A high school football coach in Washington can return to the sidelines after the Supreme Court ruled this summer that he was wrongfully terminated for praying on the field following games.

 The school district was concerned that by allowing the coach, Joseph Kennedy, to pray in a public place, in view of fans and players, it would be seen as an endorsement of religion by the school, a violation of the U.S. constitution’s establishment clause.

But the 6-3 decision authored by Justice Neil M. Gorsuch said Kennedy’s First Amendment rights superseded those concerns

Before the case was appealed to the Supreme Court, Kennedy’s firing was upheld by the Ninth Circuit.

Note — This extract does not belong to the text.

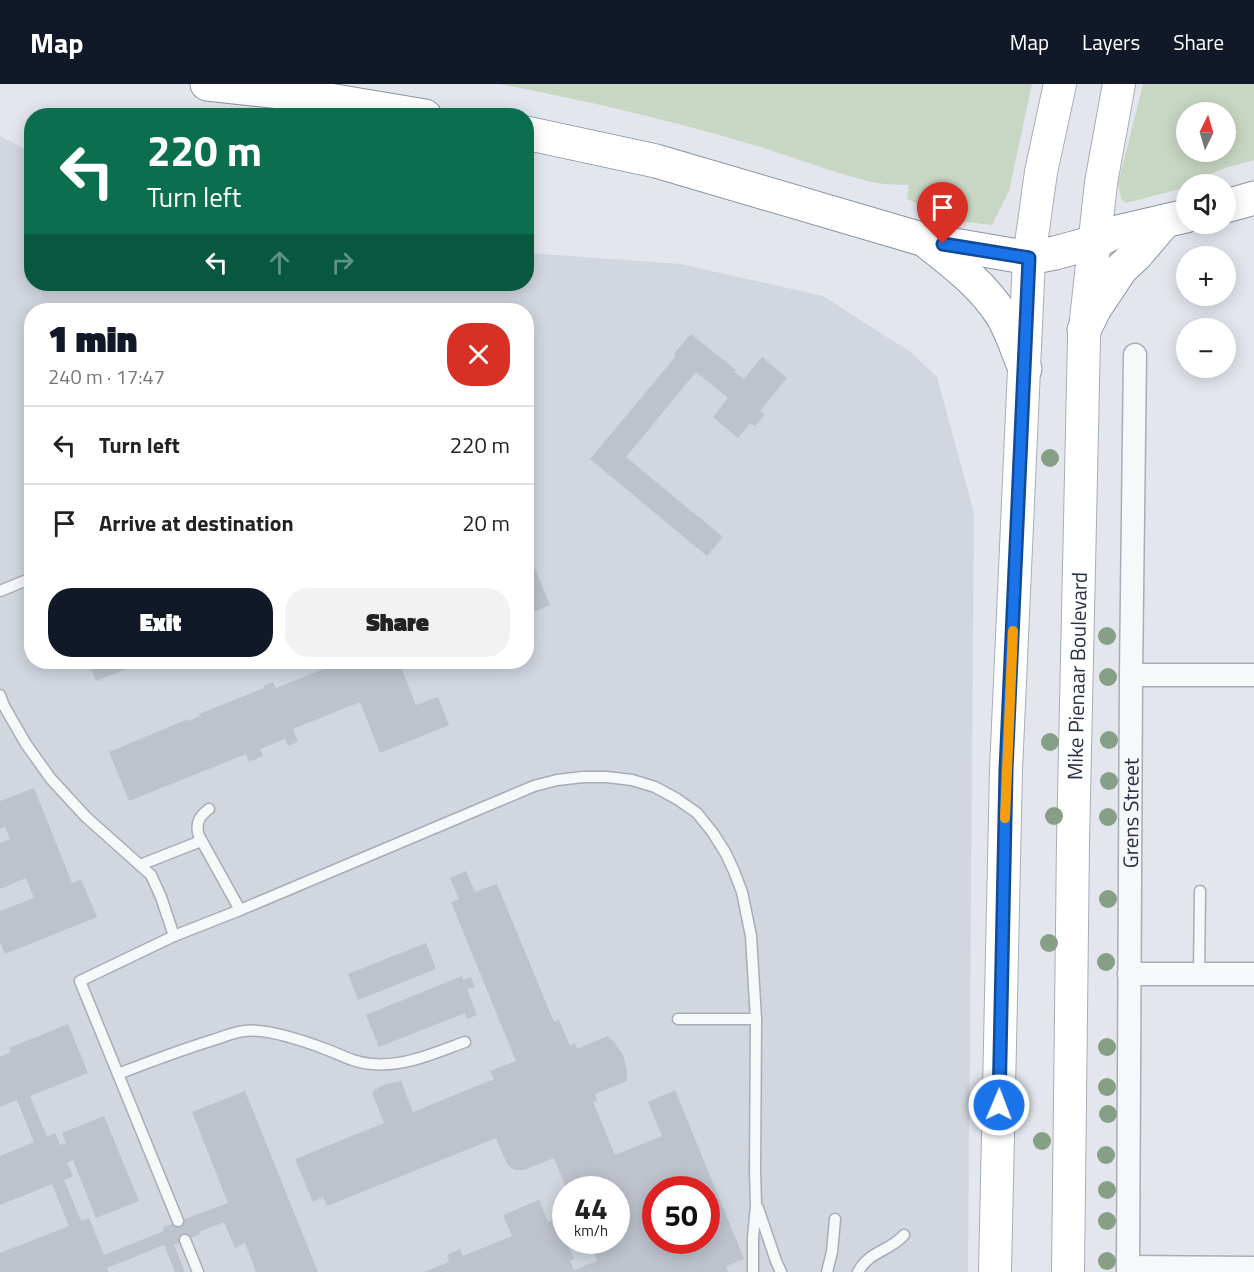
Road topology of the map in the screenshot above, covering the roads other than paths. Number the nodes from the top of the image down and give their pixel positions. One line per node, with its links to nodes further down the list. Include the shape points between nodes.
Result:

Kennedy’s prayer sessions attracted media attention and crowds; so it was construed as a public act and therefore could be seen as the school district endorsing the coach’s beliefs. The school district also attempted to make accomodations for Kennedy, suggesting he could pray elsewhere in private, or on the field after players and fans had left the stadium. 

But the Supreme Court ruled that Kennedy’s 50-yard line postgame prayers were private acts and protected expression and speech under the constitution. 

In her dissent, Justice Sonia Sotomayor wrote that Gorsuch “misconstrued the facts” about whether Kennedy’s prayers were quiet and private, arguing that players felt pressure to join the coach in prayer.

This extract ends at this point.